3. Add § 999.600 to read as follows:
(a) Definitions. (1) Aflatoxin is one of a group of mycotoxins produced by the molds Aspergillus flavus and Aspergillus parasiticus. Aflatoxins are naturally occurring compounds produced by molds, which can be spread in improperly processed and stored nuts, dried fruits, and grains.
(2) Aflatoxin inspection certificate means a certificate issued by a USDA or USDA-accredited laboratory.
(3) Certified lots of pistachios are those for which aflatoxin inspection certificates have been issued.
(4) Customs means the U.S. Customs and Border Protection.
(5) Importation of pistachios means the release of pistachios from the custody of U.S. Customs and Border Protection.

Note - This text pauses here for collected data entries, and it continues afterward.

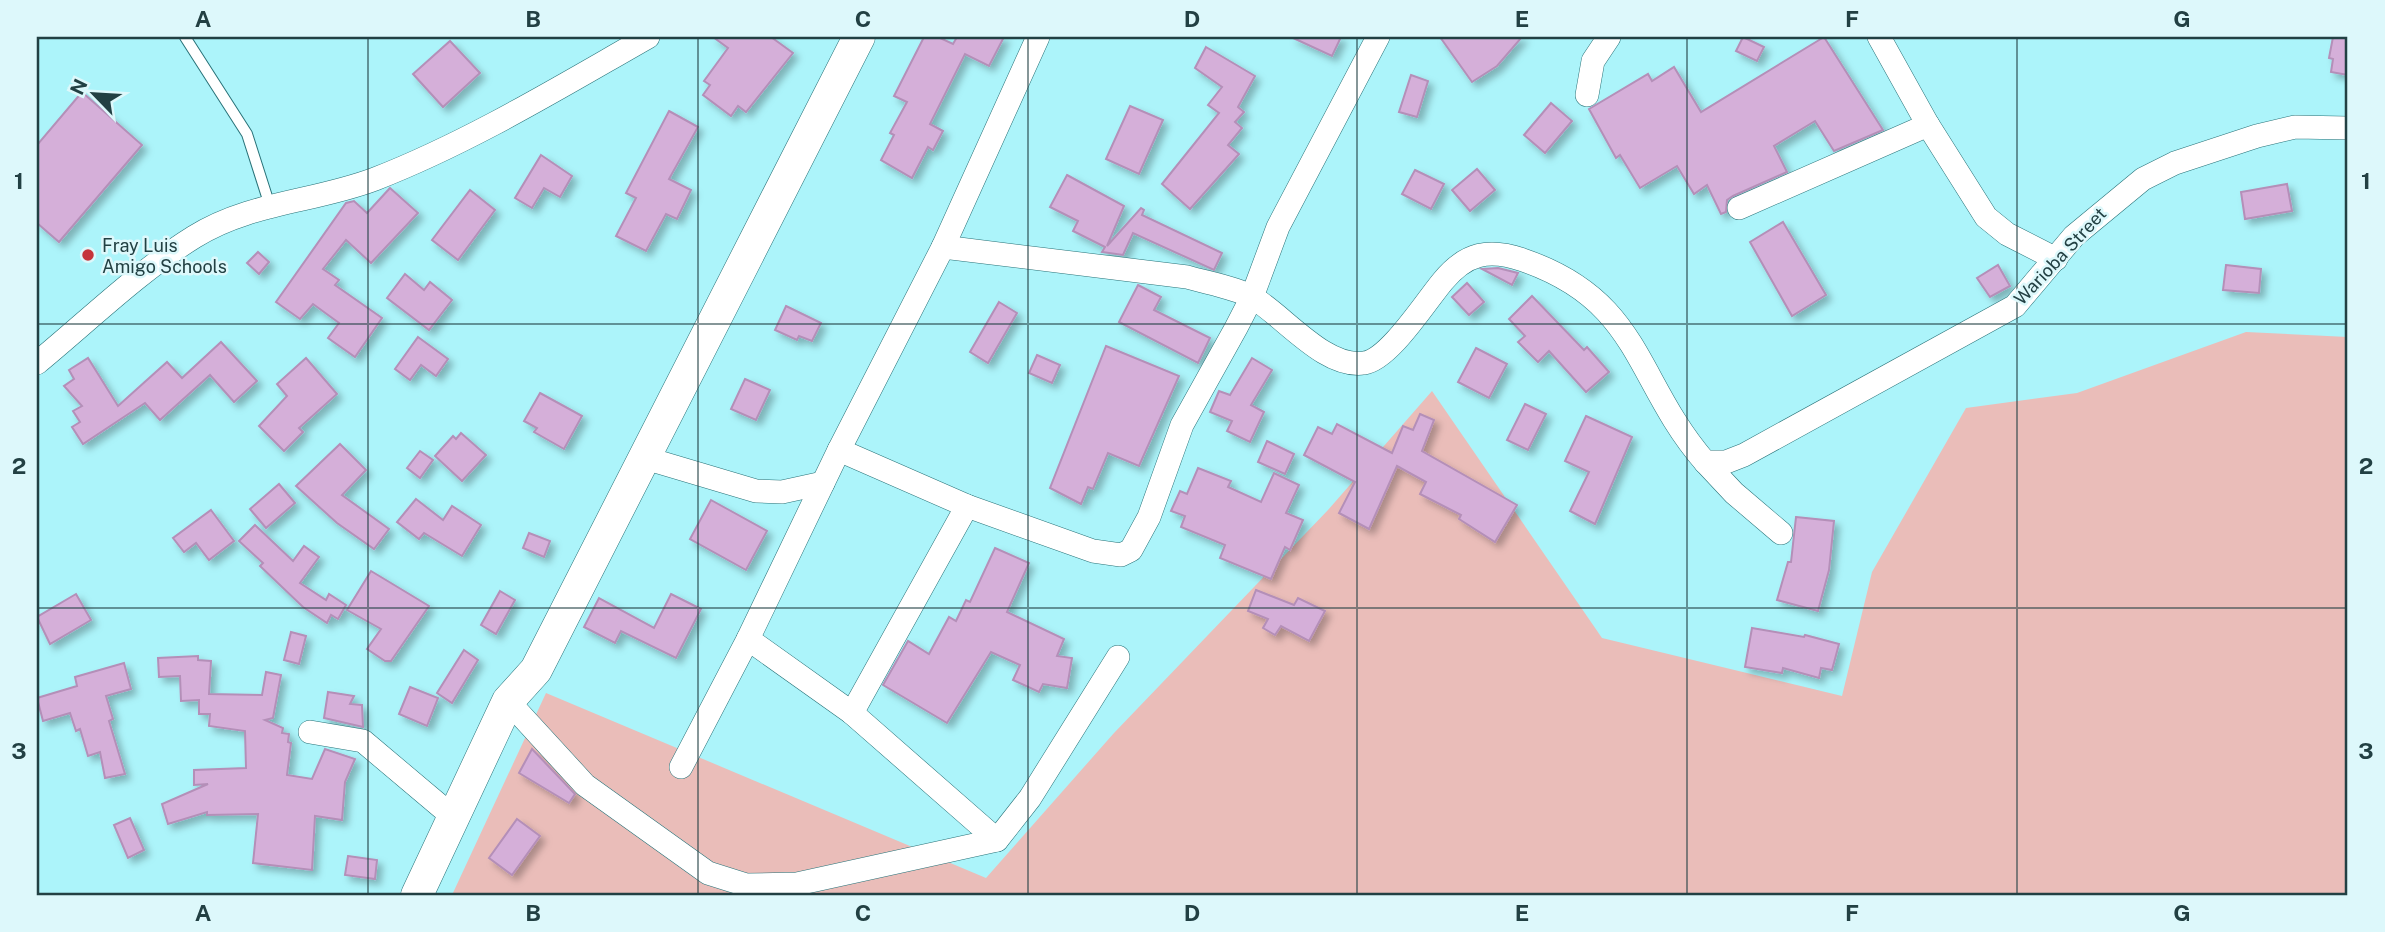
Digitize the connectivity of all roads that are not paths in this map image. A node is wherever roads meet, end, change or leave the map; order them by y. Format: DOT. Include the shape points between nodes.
graph roads {
  1 [pos="185,37"];
  2 [pos="648,37"];
  3 [pos="859,37"];
  4 [pos="1038,37"];
  5 [pos="1378,37"];
  6 [pos="1609,37"];
  7 [pos="1879,37"];
  8 [pos="1587,95"];
  9 [pos="1928,125"];
  10 [pos="2348,128"];
  11 [pos="270,206"];
  12 [pos="1739,208"];
  13 [pos="943,247"];
  14 [pos="2056,259"];
  15 [pos="1251,297"];
  16 [pos="712,326"];
  17 [pos="37,363"];
  18 [pos="839,450"];
  19 [pos="645,458"];
  20 [pos="1705,462"];
  21 [pos="823,483"];
  22 [pos="967,506"];
  23 [pos="1781,533"];
  24 [pos="748,639"];
  25 [pos="1118,657"];
  26 [pos="536,670"];
  27 [pos="508,701"];
  28 [pos="852,713"];
  29 [pos="310,732"];
  30 [pos="681,767"];
  31 [pos="452,816"];
  32 [pos="997,841"];
  33 [pos="417,895"];
  1 -- 11 [label="lane" via="247,134"];
  2 -- 11 [label="street" via="546,96 418,160 341,190"];
  3 -- 16 [label="street"];
  4 -- 13 [label="street"];
  5 -- 15 [label="street" via="1278,227"];
  6 -- 8 [label="street" via="1593,61"];
  7 -- 9 [label="street"];
  9 -- 12 [label="street"];
  9 -- 14 [label="street" via="1986,217 2007,234"];
  10 -- 14 [label="street, Warioba Street" via="2295,127 2175,163 2111,203"];
  11 -- 17 [label="street" via="237,215 194,237"];
  13 -- 15 [label="street" via="1187,277"];
  13 -- 18 [label="street"];
  14 -- 20 [label="street, Warioba Street" via="2015,306 1744,455 1726,462"];
  15 -- 20 [label="street" via="1330,357 1365,363 1383,355 1454,268 1471,256 1513,257 1549,269 1605,307"];
  15 -- 22 [label="street" via="1182,425 1149,517 1131,550 1121,555 1093,551"];
  16 -- 19 [label="street"];
  16 -- 26 [label="street" via="695,337 532,654"];
  18 -- 21 [label="street"];
  18 -- 22 [label="street"];
  19 -- 21 [label="street" via="756,491 782,492"];
  19 -- 26 [label="street"];
  20 -- 23 [label="street"];
  21 -- 24 [label="street"];
  22 -- 28 [label="street"];
  24 -- 28 [label="street"];
  24 -- 30 [label="street"];
  25 -- 32 [label="street" via="1030,798"];
  26 -- 27 [label="street"];
  27 -- 31 [label="street"];
  27 -- 32 [label="street" via="585,785 709,873 746,885 797,884"];
  28 -- 32 [label="street"];
  29 -- 31 [label="street" via="363,741"];
  31 -- 33 [label="street"];
}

(6) Importer means a person who engages in the importation of pistachios into the United States.
(7) Inshell pistachios means pistachios that have shells that have not been removed.
(8) Inspection Service means the Federal Inspection Service, Fruit and Vegetable Programs, Agricultural Marketing Service, USDA, or the Federal-State Inspection Programs.
(9) Inspector means any inspector authorized by USDA to draw and prepare pistachio samples.
(10) Lot means any quantity of pistachios that is submitted for testing purposes under this part.
(11) Person means an individual, partnership, limited-liability corporation, corporation, trust, association, or any other business unit.
(12) Pistachio means the nut of the pistachio tree, Pistachia vera, whether inshell or shelled.
(13) Secretary means the Secretary of Agriculture of the United States or any Start Printed Page 65417officer or employee of the United States Department of Agriculture who is, or who may hereafter be, authorized to act in his/her stead.
(14) Shelled pistachios means pistachio kernels, or portions of kernels, after the pistachio shells have been removed.
(15) Substandard pistachios means pistachios, inshell or shelled, that do not comply with the aflatoxin regulations of this section.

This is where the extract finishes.